(Records supplied)

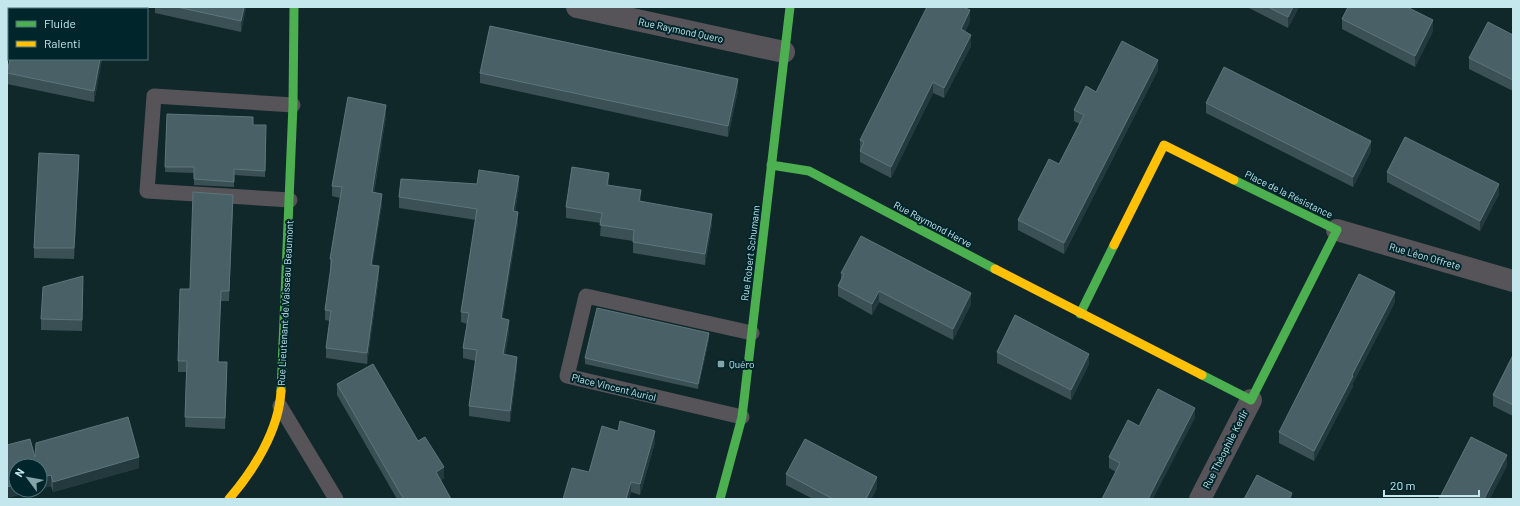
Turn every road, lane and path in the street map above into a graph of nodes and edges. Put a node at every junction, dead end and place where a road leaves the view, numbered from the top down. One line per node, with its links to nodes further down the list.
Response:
1 (294, 7): 5 (street, Rue Lieutenant de Vaisseau Beaumont)
2 (577, 7): 4 (street, Rue Raymond Quero)
3 (790, 7): 4 (street, Rue Robert Schumann)
4 (784, 52): 6 (street, Rue Robert Schumann)
5 (293, 106): 7 (street, Rue Lieutenant de Vaisseau Beaumont); 7 (lane)
6 (771, 165): 10 (street, Rue Raymond Herve); 11 (street, Rue Robert Schumann)
7 (290, 200): 13 (street, Rue Lieutenant de Vaisseau Beaumont)
8 (1337, 230): 9 (street, Rue Léon Offrete); 10 (street, Place de la Résistance); 12 (street, Place de la Résistance)
9 (1513, 281)
10 (1080, 314): 12 (street)
11 (752, 333): 14 (street, Rue Robert Schumann); 14 (lane, Place Vincent Auriol)
12 (1251, 400): 18 (street, Rue Théophile Kerlir)
13 (280, 406): 15 (street, Rue Lieutenant de Vaisseau Beaumont); 16 (lane)
14 (742, 416): 17 (street, Rue Robert Schumann)
15 (229, 499)
16 (336, 499)
17 (720, 499)
18 (1200, 499)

(End Records supplied)

Work required
Drop the images and quote the entries word for word.

Solution for this problem
Turn every road, lane and path in the street map above into a graph of nodes and edges. Put a node at every junction, dead end and place where a road leaves the view, numbered from the top down. One line per node, with its links to nodes further down the list.
Response:
1 (294, 7): 5 (street, Rue Lieutenant de Vaisseau Beaumont)
2 (577, 7): 4 (street, Rue Raymond Quero)
3 (790, 7): 4 (street, Rue Robert Schumann)
4 (784, 52): 6 (street, Rue Robert Schumann)
5 (293, 106): 7 (street, Rue Lieutenant de Vaisseau Beaumont); 7 (lane)
6 (771, 165): 10 (street, Rue Raymond Herve); 11 (street, Rue Robert Schumann)
7 (290, 200): 13 (street, Rue Lieutenant de Vaisseau Beaumont)
8 (1337, 230): 9 (street, Rue Léon Offrete); 10 (street, Place de la Résistance); 12 (street, Place de la Résistance)
9 (1513, 281)
10 (1080, 314): 12 (street)
11 (752, 333): 14 (street, Rue Robert Schumann); 14 (lane, Place Vincent Auriol)
12 (1251, 400): 18 (street, Rue Théophile Kerlir)
13 (280, 406): 15 (street, Rue Lieutenant de Vaisseau Beaumont); 16 (lane)
14 (742, 416): 17 (street, Rue Robert Schumann)
15 (229, 499)
16 (336, 499)
17 (720, 499)
18 (1200, 499)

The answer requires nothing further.